:: ASSIGNMENT ::
If a line in the listing below contains "Persiaran", return that line.

:: RECORD EXCERPTS ::
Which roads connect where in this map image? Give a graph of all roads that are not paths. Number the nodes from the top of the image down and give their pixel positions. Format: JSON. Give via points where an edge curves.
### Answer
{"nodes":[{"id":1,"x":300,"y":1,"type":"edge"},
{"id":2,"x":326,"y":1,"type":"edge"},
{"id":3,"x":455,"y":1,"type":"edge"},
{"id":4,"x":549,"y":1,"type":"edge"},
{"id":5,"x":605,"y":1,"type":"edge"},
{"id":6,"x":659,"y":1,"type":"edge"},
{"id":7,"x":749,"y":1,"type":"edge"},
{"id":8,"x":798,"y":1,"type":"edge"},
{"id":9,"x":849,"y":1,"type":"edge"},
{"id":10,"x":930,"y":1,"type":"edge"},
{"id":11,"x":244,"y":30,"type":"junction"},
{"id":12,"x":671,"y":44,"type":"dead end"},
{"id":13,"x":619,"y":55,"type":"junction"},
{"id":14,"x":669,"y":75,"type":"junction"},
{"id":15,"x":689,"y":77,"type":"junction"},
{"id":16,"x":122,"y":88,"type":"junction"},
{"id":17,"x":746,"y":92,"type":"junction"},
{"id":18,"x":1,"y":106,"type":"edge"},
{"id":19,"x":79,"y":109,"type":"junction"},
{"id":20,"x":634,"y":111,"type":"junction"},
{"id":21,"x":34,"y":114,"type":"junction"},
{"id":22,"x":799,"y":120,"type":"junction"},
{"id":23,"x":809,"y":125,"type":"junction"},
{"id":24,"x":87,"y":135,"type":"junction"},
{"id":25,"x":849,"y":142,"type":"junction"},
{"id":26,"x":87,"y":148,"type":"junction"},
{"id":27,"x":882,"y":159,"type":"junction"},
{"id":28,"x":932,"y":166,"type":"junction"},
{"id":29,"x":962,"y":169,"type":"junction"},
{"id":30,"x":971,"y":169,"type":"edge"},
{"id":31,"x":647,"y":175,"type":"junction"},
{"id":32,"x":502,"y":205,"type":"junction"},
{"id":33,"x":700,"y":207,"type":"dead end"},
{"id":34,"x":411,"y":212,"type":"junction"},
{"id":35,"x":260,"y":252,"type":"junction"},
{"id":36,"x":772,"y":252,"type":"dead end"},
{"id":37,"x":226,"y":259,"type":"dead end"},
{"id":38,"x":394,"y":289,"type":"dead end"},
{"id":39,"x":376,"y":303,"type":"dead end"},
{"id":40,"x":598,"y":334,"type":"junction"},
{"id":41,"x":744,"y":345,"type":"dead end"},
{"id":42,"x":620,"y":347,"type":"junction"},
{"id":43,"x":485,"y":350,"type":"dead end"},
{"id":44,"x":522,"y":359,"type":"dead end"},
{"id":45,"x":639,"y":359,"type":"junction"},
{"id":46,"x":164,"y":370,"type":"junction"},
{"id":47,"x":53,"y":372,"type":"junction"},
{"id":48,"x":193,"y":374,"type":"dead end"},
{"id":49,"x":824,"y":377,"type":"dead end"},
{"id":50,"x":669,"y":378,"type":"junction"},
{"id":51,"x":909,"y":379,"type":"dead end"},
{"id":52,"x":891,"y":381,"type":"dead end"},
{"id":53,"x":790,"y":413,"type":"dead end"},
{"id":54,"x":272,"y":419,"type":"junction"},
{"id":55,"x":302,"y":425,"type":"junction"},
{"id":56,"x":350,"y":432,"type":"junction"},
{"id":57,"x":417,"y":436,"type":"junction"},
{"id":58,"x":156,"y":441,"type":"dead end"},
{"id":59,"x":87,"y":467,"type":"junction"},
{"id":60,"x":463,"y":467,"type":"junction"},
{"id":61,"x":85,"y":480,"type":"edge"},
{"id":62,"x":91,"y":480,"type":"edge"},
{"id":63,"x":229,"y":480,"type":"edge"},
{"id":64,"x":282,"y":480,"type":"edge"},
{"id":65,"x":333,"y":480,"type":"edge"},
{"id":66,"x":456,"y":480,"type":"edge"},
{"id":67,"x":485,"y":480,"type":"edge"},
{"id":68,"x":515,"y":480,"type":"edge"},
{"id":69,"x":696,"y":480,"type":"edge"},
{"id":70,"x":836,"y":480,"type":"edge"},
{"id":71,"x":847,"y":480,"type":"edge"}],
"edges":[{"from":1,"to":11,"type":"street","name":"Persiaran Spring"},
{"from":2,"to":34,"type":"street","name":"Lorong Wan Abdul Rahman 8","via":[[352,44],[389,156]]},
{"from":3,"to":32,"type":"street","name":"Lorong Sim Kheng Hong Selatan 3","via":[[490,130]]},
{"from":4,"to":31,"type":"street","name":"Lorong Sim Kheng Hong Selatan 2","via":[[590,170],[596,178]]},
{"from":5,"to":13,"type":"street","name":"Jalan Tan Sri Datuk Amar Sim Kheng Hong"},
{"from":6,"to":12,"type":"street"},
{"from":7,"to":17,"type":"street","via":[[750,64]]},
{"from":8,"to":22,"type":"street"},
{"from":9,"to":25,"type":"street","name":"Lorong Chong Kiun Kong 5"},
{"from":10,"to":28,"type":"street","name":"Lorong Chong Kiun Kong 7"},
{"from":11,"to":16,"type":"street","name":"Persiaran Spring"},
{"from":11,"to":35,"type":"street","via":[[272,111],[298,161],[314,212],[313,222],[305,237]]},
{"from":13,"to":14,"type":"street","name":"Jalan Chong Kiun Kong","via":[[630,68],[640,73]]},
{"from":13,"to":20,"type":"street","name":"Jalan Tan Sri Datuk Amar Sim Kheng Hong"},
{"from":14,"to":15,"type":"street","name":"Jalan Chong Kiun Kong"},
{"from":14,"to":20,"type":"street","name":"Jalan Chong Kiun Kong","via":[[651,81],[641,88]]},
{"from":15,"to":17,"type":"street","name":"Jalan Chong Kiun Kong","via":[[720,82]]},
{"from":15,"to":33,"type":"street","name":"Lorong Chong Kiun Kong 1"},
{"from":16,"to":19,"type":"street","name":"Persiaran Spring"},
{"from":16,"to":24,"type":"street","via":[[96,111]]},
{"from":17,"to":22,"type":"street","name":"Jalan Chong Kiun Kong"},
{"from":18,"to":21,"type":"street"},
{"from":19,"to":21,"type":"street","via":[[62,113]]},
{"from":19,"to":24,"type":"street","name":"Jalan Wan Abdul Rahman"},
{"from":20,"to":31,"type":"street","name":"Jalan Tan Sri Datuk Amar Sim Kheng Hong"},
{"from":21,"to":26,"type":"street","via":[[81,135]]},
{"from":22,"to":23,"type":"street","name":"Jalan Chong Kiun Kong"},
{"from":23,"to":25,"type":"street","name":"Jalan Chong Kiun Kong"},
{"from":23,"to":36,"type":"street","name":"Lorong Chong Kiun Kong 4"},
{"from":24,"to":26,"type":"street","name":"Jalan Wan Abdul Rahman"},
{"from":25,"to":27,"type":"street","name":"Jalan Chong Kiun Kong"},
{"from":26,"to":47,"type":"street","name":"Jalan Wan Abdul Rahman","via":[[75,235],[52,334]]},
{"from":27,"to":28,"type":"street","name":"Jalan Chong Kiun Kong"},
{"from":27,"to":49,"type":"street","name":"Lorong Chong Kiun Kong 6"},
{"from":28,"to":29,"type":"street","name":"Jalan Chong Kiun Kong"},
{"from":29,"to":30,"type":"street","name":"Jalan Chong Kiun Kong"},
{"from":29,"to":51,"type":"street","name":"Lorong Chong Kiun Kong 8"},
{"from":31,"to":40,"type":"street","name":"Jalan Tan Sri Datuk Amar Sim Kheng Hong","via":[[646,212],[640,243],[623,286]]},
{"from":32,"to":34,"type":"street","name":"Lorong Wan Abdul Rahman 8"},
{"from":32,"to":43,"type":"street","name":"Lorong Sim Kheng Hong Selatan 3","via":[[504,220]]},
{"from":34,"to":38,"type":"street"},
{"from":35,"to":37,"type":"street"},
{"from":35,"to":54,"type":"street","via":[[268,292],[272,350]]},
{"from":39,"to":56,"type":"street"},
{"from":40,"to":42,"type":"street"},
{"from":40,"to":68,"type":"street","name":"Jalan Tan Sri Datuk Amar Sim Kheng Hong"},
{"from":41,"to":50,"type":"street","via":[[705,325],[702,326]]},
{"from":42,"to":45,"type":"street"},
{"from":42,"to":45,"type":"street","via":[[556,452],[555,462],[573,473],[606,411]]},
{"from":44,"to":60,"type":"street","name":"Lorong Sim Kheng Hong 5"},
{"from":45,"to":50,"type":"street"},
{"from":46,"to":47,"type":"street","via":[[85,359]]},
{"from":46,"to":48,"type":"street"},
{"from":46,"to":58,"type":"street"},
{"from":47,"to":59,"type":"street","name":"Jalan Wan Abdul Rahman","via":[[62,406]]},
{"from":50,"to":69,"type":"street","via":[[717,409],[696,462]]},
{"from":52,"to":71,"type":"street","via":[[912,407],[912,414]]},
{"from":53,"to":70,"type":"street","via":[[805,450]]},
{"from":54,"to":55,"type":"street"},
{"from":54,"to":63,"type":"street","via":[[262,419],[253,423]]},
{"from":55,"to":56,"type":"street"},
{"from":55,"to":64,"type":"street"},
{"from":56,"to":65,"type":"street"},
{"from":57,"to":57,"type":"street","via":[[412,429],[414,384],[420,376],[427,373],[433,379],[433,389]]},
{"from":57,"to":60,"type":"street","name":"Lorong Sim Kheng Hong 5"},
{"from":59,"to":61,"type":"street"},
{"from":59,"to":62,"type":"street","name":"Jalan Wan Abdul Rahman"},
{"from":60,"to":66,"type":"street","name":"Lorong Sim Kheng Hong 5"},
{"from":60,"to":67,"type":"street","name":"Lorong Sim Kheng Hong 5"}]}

:: RESPONSE TO THE EXERCISE ::
"edges":[{"from":1,"to":11,"type":"street","name":"Persiaran Spring"},
{"from":11,"to":16,"type":"street","name":"Persiaran Spring"},
{"from":16,"to":19,"type":"street","name":"Persiaran Spring"},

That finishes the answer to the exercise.